→ GIVEN DATA:
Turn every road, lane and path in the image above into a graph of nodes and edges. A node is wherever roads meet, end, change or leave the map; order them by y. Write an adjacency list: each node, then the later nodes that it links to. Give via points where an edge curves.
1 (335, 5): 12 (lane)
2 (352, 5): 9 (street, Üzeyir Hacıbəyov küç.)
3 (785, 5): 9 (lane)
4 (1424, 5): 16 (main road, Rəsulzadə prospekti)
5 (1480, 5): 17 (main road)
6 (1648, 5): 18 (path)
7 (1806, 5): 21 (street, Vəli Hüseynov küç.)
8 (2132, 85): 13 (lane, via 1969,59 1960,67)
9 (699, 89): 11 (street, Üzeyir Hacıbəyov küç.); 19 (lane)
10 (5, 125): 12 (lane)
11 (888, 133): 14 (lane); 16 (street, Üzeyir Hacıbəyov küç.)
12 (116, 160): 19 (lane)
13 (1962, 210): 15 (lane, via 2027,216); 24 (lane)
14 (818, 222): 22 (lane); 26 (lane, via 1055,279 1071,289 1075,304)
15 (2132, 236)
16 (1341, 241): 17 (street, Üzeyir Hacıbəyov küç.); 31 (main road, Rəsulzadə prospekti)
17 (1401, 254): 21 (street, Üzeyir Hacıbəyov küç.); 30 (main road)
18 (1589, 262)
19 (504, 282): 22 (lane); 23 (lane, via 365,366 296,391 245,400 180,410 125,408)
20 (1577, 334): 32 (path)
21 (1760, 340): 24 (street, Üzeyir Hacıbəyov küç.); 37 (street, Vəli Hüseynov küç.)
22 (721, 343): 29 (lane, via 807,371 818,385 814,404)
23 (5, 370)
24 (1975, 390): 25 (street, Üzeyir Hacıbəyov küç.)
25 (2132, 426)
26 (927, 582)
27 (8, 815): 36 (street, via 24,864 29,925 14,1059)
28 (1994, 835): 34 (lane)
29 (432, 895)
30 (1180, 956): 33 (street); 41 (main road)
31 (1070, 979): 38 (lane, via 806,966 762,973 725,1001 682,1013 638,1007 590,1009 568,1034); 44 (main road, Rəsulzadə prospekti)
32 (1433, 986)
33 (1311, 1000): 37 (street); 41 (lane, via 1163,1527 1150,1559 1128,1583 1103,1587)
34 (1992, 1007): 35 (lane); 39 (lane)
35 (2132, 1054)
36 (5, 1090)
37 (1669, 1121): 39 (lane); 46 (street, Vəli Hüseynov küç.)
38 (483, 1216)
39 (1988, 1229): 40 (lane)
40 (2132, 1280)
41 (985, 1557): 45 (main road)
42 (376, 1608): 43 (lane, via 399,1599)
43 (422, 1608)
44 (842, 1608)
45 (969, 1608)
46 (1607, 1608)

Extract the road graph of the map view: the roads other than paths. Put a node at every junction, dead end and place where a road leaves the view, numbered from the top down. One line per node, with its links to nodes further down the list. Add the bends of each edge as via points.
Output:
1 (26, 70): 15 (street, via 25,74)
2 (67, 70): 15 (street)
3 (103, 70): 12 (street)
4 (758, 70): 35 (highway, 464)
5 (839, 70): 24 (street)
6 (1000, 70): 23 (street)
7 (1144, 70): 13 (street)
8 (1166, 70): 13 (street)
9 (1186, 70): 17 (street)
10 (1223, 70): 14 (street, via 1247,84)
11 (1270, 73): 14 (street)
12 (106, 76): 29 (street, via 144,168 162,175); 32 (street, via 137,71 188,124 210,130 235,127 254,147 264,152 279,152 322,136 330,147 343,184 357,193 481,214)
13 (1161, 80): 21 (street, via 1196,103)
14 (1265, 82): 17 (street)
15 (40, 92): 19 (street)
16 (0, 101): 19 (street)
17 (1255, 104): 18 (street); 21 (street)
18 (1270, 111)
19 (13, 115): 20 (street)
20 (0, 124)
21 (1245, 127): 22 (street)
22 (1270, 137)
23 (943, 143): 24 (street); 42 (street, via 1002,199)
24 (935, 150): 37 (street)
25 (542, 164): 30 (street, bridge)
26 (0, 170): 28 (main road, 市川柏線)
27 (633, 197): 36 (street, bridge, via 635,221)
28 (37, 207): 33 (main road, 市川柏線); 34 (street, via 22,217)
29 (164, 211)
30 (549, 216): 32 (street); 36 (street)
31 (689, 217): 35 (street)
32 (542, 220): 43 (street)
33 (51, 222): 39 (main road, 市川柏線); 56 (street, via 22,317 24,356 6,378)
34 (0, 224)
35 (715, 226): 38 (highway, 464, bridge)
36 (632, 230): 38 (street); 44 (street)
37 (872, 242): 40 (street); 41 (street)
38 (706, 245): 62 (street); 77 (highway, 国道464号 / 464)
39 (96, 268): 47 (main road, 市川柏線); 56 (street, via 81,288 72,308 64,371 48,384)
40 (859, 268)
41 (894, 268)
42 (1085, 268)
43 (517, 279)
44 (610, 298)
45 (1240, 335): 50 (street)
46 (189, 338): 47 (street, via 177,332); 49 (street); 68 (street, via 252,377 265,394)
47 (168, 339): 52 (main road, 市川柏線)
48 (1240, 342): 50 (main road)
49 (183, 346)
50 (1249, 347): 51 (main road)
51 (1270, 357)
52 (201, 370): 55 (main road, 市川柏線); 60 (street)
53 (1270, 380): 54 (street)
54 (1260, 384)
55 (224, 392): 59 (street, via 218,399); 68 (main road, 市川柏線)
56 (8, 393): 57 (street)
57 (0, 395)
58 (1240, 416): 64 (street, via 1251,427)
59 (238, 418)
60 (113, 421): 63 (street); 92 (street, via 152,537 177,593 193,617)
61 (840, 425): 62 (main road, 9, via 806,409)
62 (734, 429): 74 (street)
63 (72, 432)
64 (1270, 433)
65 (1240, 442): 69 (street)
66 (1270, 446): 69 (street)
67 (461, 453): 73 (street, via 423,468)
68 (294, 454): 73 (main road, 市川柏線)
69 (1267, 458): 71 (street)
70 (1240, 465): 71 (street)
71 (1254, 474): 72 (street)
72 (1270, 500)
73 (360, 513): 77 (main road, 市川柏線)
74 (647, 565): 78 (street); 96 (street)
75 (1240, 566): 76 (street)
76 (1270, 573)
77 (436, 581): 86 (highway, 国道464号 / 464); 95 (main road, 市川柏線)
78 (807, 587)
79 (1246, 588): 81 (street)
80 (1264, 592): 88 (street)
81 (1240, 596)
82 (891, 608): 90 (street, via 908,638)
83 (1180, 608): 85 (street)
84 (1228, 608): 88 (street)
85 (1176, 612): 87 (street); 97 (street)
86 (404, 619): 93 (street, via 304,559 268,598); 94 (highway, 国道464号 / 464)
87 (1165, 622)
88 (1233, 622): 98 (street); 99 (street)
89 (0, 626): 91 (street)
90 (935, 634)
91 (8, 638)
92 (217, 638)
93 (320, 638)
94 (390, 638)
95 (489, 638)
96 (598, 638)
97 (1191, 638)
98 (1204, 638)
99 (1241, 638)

→ TASK GOAL: The number of lines above containing the word "roads" is all that should be returned.

→ ANSWER BOX: 2